▸ **What the exercise asks**
Take the data that follows and retype it word for word.

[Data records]
______________________________

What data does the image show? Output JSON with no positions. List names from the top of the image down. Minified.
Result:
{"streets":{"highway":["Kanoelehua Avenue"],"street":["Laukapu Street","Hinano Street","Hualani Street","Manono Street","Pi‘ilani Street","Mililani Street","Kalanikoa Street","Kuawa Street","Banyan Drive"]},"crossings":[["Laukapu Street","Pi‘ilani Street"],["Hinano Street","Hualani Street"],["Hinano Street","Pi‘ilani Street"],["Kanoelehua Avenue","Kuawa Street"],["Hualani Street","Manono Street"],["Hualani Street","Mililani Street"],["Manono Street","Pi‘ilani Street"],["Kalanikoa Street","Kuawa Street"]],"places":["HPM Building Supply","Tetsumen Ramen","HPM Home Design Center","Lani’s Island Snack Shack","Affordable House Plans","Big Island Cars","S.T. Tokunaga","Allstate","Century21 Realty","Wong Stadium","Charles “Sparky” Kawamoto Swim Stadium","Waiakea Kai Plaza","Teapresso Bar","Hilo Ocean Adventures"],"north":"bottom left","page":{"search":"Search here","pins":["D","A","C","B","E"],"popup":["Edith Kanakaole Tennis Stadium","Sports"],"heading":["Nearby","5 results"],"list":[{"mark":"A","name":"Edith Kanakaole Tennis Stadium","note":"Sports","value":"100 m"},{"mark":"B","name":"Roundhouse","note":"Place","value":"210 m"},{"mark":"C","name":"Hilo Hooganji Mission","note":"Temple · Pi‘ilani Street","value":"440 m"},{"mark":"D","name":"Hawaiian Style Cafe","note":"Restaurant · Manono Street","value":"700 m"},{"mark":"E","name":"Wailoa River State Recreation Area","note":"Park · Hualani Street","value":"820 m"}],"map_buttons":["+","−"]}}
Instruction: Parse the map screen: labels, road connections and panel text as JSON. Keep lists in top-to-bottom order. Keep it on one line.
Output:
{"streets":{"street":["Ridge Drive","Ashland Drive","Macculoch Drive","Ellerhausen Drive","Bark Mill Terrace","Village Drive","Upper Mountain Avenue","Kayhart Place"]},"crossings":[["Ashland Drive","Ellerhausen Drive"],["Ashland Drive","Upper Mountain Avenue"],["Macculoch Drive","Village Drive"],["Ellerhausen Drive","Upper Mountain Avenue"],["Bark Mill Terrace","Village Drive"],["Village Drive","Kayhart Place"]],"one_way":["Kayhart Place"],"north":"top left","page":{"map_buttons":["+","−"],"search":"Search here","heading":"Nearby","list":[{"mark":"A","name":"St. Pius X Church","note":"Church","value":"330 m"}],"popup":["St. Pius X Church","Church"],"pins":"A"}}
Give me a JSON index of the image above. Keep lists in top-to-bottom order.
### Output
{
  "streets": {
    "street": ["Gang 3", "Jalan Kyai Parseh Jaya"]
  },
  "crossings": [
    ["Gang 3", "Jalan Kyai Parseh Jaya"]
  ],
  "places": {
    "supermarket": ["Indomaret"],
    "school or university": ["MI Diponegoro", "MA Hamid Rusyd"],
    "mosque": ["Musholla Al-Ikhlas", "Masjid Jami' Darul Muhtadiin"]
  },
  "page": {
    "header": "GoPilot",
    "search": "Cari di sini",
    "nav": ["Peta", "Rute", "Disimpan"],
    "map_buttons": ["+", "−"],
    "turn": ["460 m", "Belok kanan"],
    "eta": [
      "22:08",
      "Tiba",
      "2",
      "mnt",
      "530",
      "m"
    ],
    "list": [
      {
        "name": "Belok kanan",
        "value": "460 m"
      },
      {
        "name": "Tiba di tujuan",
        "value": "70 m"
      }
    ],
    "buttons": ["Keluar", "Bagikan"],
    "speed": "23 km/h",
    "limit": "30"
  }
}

______________________________

▸ **Output for this exercise**
What data does the image show? Output JSON with no positions. List names from the top of the image down. Minified.
Result:
{"streets":{"highway":["Kanoelehua Avenue"],"street":["Laukapu Street","Hinano Street","Hualani Street","Manono Street","Pi‘ilani Street","Mililani Street","Kalanikoa Street","Kuawa Street","Banyan Drive"]},"crossings":[["Laukapu Street","Pi‘ilani Street"],["Hinano Street","Hualani Street"],["Hinano Street","Pi‘ilani Street"],["Kanoelehua Avenue","Kuawa Street"],["Hualani Street","Manono Street"],["Hualani Street","Mililani Street"],["Manono Street","Pi‘ilani Street"],["Kalanikoa Street","Kuawa Street"]],"places":["HPM Building Supply","Tetsumen Ramen","HPM Home Design Center","Lani’s Island Snack Shack","Affordable House Plans","Big Island Cars","S.T. Tokunaga","Allstate","Century21 Realty","Wong Stadium","Charles “Sparky” Kawamoto Swim Stadium","Waiakea Kai Plaza","Teapresso Bar","Hilo Ocean Adventures"],"north":"bottom left","page":{"search":"Search here","pins":["D","A","C","B","E"],"popup":["Edith Kanakaole Tennis Stadium","Sports"],"heading":["Nearby","5 results"],"list":[{"mark":"A","name":"Edith Kanakaole Tennis Stadium","note":"Sports","value":"100 m"},{"mark":"B","name":"Roundhouse","note":"Place","value":"210 m"},{"mark":"C","name":"Hilo Hooganji Mission","note":"Temple · Pi‘ilani Street","value":"440 m"},{"mark":"D","name":"Hawaiian Style Cafe","note":"Restaurant · Manono Street","value":"700 m"},{"mark":"E","name":"Wailoa River State Recreation Area","note":"Park · Hualani Street","value":"820 m"}],"map_buttons":["+","−"]}}
Instruction: Parse the map screen: labels, road connections and panel text as JSON. Keep lists in top-to-bottom order. Keep it on one line.
Output:
{"streets":{"street":["Ridge Drive","Ashland Drive","Macculoch Drive","Ellerhausen Drive","Bark Mill Terrace","Village Drive","Upper Mountain Avenue","Kayhart Place"]},"crossings":[["Ashland Drive","Ellerhausen Drive"],["Ashland Drive","Upper Mountain Avenue"],["Macculoch Drive","Village Drive"],["Ellerhausen Drive","Upper Mountain Avenue"],["Bark Mill Terrace","Village Drive"],["Village Drive","Kayhart Place"]],"one_way":["Kayhart Place"],"north":"top left","page":{"map_buttons":["+","−"],"search":"Search here","heading":"Nearby","list":[{"mark":"A","name":"St. Pius X Church","note":"Church","value":"330 m"}],"popup":["St. Pius X Church","Church"],"pins":"A"}}
Give me a JSON index of the image above. Keep lists in top-to-bottom order.
### Output
{
  "streets": {
    "street": ["Gang 3", "Jalan Kyai Parseh Jaya"]
  },
  "crossings": [
    ["Gang 3", "Jalan Kyai Parseh Jaya"]
  ],
  "places": {
    "supermarket": ["Indomaret"],
    "school or university": ["MI Diponegoro", "MA Hamid Rusyd"],
    "mosque": ["Musholla Al-Ikhlas", "Masjid Jami' Darul Muhtadiin"]
  },
  "page": {
    "header": "GoPilot",
    "search": "Cari di sini",
    "nav": ["Peta", "Rute", "Disimpan"],
    "map_buttons": ["+", "−"],
    "turn": ["460 m", "Belok kanan"],
    "eta": [
      "22:08",
      "Tiba",
      "2",
      "mnt",
      "530",
      "m"
    ],
    "list": [
      {
        "name": "Belok kanan",
        "value": "460 m"
      },
      {
        "name": "Tiba di tujuan",
        "value": "70 m"
      }
    ],
    "buttons": ["Keluar", "Bagikan"],
    "speed": "23 km/h",
    "limit": "30"
  }
}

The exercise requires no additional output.